INB Team
February 27, 2026
There’s a certain type of person in every company. Not the one with the flashiest title. The one who, when something is quietly or loudly going wrong, can solve the issue. At INB.bio, that person is Kristina Holodyn.
Her official title is Operations Manager. Her unofficial title is “the person who can put out any fire.” She joined the team in April 2023, and since then she’s been the person who watches every moving part of the machine: the GEO processes, the CRM performance, the sales teams, the delivery chains.
But today we’re here to talk about something that happens long before operations even get involved, the moment a product is born.

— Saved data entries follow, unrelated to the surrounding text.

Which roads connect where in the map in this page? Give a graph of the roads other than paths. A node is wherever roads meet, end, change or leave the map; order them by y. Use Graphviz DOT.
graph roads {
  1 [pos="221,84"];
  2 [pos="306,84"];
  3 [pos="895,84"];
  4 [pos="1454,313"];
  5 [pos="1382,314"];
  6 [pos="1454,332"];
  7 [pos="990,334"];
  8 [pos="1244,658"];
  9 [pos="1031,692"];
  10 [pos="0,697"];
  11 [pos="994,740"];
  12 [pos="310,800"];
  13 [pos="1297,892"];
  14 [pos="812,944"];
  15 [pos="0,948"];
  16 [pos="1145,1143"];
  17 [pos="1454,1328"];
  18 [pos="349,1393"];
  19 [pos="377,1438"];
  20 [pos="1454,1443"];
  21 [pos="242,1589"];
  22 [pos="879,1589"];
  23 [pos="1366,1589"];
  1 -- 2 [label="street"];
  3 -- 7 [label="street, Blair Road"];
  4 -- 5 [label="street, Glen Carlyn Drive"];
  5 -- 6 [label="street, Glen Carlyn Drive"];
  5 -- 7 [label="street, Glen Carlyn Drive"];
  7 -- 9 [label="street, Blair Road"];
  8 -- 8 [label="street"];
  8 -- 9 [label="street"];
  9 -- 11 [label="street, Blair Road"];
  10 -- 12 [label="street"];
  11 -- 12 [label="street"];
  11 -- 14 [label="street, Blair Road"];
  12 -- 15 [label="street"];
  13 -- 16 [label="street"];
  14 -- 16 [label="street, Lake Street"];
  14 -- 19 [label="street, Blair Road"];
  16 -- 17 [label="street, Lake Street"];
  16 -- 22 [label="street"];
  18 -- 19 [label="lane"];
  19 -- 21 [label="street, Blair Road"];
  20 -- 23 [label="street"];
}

Kristina has a theory, and it’s a good one.
“The markets we operate in are developing fast,” she says, “but there’s always a lag between what becomes mainstream in Europe and when it arrives in our GEOs. That lag is the window.”
Translation: if London is obsessed with a new collagen format today, Kenya will be looking for it in eighteen months. And INB.bio intends to already be there, stocked and ready, before any competitor has even booked their flight.
This is how the product development process starts but with someone paying close attention to what’s trending in developed markets and asking a simple question: when does this arrive in ours, and can we get there first? It sounds almost unfairly straightforward. It works.
Here’s where most companies get it wrong. They do the global trend analysis, feel very clever about themselves, and then launch a product that the local audience greets with complete indifference.
INB.bio does it differently.
After identifying a promising direction, the team goes deep on specific GEO research and crucially, that research includes talking to affiliate partners who run traffic in those markets daily. These are people who hear customer objections in real time, who know which claims convert and which ones make people hang up the phone.
“We’ve had situations where partner feedback completely changed the positioning of a product before launch,” Kristina says. “Not the formula, the way we talk about it. The benefits we lead with. The audience we target.”
A launch without that input, she adds, is just a guess. And INB.bio doesn’t really do guesses.

Now comes the part where optimism meets chemistry.
The team takes its well-researched, partner-validated, trend-backed product idea to the lab and asks: can we actually make this? To spec, to quality standard, to regulatory requirement?
Sometimes the answer is yes. Sometimes it’s “yes, but not here.” And sometimes it’s a polite scientific way of saying “absolutely not.”
INB.bio’s response to the third option? Find another way.
“The production location is never what stops a launch,” Kristina explains. “What matters is that the final product meets our requirements and closes a real need in the market. We’ll look at alternative facilities, import options, and reformulation. The goal stays the same. We just adjust the path.”
The goal, notably, is often to introduce something that doesn’t yet exist in the target GEO – a product that fits where the market is going. Which means they’re shaping what the shelf looks like.

Here is Kristina’s face when someone suggests skipping the pilot launch to move faster: 🤦♀️. Reader, she does not look pleased.
“Data tells you what should happen,” she says. “A pilot tells you what actually happens.”
And those two things, she has learned, can be surprisingly different.
Every INB.bio product enters the market through the same gate: small batches, controlled scaling, rigorous tracking of buyout rates, returns, and partner feedback. The pilot is where hidden problems surface while the cost of fixing them is still manageable.
Skipping it to go faster, as Kristina puts it, is “a false economy.” You save a few weeks. You risk a few months.
Only when the numbers are stable: buyout holding, returns low, partners not sending urgent messages at midnight, does the product move to full rollout.
When the pilot confirms what the research predicted, INB.bio activates the full machine. Local production supply. Trained call center operators. Delivery infrastructure. The whole turnkey setup that means a partner can send traffic and trust that something solid is waiting on the other end to catch it.
This is what separates the model from a simple affiliate program: by the time a partner sees an offer, INB.bio has already solved the operational problems so they don’t have to.
So what does Kristina actually do in all of this? She’s the person who makes sure that:
She’s been in the affiliate and operations world long enough to know that the gap between “we have a process” and “the process works” is filled entirely by people who care whether it does. She is, clearly, one of those people and we are happy to have her.